I am learning not to seek these kinds of meetings unless I am prepared
for deep and painful personal transformation. Perhaps it was in order not
to hear fully the pain that these women had experienced from the years of
dehumanizing poverty at the hands of both government soldiers and
terrorists that i busied my mind with the details of development planning -
what a quality children's education or water well project might look like,
how much it would cost, which donor agencies we might contact for support,
etc.
As the meeting ended late that night, an older woman with long braids
who had slipped out at the end of the meeting came up to me with tears in
her tired eyes: "Thank you for coming," she said simply, and gave me a
carefully wrapped package. A local friend later explained to me that Ana's
husband had been murdered 12 years ago when Peruvian government troops,
acting on an erroneous tip-off, arrived suddenly during a worship service
of the Callqui Presbyterian Church and rounded up and shot seven men. They
were accused of terrorism, but no charges were made or proven. No
questions were asked. Ana's husband, a farmer and long-time Presbyterian
elder, was among those executed.
Ana now makes her living by embroidering and selling three or four
white cotton tablecloths each month. Ana's gift to us was a beautiful
white tablecloth with the words "His Love Makes Us Whole" embroidered on it
in bright red, blue and yellow thread. And though her gift represented
perhaps a fourth of her monthly income, she arose from a late night meeting
and walked all the way home to bring to me a gift from the heart. A token
of gratitude for the past and hope for the future. I later learned that
Ana has been a pillar of support in that grieving community, organizing the
widows, encouraging single mothers, even cajoling the Presbyterian session
into action to help the children of the rocky, yet now productive soil.
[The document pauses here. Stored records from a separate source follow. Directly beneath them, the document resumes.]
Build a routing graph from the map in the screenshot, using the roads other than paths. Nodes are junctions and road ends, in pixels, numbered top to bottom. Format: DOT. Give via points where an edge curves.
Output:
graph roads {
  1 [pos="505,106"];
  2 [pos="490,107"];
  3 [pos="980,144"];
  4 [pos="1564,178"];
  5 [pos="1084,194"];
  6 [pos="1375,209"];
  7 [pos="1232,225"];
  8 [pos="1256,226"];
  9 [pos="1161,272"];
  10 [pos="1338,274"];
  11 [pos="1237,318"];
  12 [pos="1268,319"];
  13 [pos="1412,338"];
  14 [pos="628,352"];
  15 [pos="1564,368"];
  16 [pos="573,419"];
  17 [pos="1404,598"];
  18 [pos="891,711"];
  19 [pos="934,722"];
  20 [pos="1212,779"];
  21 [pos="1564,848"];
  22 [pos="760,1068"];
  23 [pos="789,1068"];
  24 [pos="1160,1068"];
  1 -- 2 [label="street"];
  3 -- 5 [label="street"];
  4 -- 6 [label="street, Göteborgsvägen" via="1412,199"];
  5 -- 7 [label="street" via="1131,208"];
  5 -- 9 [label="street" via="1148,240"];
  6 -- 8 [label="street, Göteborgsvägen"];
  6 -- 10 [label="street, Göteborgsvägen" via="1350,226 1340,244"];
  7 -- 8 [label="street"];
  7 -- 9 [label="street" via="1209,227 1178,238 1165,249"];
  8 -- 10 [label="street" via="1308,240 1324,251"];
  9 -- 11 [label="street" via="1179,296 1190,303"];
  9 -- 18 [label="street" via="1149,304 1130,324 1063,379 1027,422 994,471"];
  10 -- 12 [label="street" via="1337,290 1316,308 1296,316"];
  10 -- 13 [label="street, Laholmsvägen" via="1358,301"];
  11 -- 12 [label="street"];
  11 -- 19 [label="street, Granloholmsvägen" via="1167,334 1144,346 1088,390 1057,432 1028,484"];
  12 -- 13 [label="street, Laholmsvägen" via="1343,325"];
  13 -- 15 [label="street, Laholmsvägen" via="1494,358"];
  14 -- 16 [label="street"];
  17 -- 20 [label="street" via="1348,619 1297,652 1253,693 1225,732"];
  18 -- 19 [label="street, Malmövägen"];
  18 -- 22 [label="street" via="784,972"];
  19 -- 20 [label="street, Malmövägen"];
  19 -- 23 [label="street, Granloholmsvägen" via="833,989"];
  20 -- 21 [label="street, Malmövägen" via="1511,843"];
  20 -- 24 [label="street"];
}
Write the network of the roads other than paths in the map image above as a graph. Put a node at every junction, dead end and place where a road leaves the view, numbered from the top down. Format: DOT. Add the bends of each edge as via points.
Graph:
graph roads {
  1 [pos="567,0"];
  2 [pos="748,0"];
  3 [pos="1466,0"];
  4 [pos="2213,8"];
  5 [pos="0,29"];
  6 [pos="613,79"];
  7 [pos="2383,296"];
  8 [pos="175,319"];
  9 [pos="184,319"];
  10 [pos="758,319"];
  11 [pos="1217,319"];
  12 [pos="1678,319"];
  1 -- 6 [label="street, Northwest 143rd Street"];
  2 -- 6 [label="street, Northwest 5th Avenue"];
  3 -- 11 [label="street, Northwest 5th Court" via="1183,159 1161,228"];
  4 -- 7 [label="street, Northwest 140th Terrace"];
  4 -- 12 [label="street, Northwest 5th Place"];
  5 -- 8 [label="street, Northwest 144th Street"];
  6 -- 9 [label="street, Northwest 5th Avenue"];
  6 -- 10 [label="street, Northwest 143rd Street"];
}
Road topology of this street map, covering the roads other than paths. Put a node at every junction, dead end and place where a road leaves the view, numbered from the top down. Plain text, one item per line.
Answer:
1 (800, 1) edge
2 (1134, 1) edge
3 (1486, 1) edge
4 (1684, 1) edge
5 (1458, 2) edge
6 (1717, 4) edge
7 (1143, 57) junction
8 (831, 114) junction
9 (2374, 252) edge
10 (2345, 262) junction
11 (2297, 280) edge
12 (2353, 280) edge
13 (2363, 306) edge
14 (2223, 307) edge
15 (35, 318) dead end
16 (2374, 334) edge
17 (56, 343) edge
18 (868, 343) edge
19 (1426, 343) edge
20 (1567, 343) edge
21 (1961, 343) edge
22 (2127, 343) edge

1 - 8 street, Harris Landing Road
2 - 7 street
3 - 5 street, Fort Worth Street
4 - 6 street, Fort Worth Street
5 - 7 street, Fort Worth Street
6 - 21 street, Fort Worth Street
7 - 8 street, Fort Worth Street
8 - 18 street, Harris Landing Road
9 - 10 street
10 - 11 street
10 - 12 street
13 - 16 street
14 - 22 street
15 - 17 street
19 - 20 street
Ana represents to me a kind of person that I have met often on my own
path of discipleship with Jesus Christ. A person who knows what really
matters in this incredibly complex, yet remarkable simple world of ours and
can give out of her own poverty because all she is giving is love, which
miraculously multiplies when given freely. Ana has learned, as a more
faithful follower of Calvin than perhaps I will ever be, to rest fully in
her faith in God's providence and provision. She knows what it means to
persevere in faith, even when human wisdom can offer no reason to continue
to believe.
Perhaps Ana is one of the reasons that brought me to work in Peru -
because by God's grace, I have become aware of the hole in my own soul that
is being filled daily by God's love and forgiveness and grace extended to
me through the ministry of persons living in extreme poverty of possessions
but extreme wealth of the spirit. Persons whose love, together with
Christ's, makes me whole. Persons I am privileged to consider as partners
on this road toward personal and societal transformation.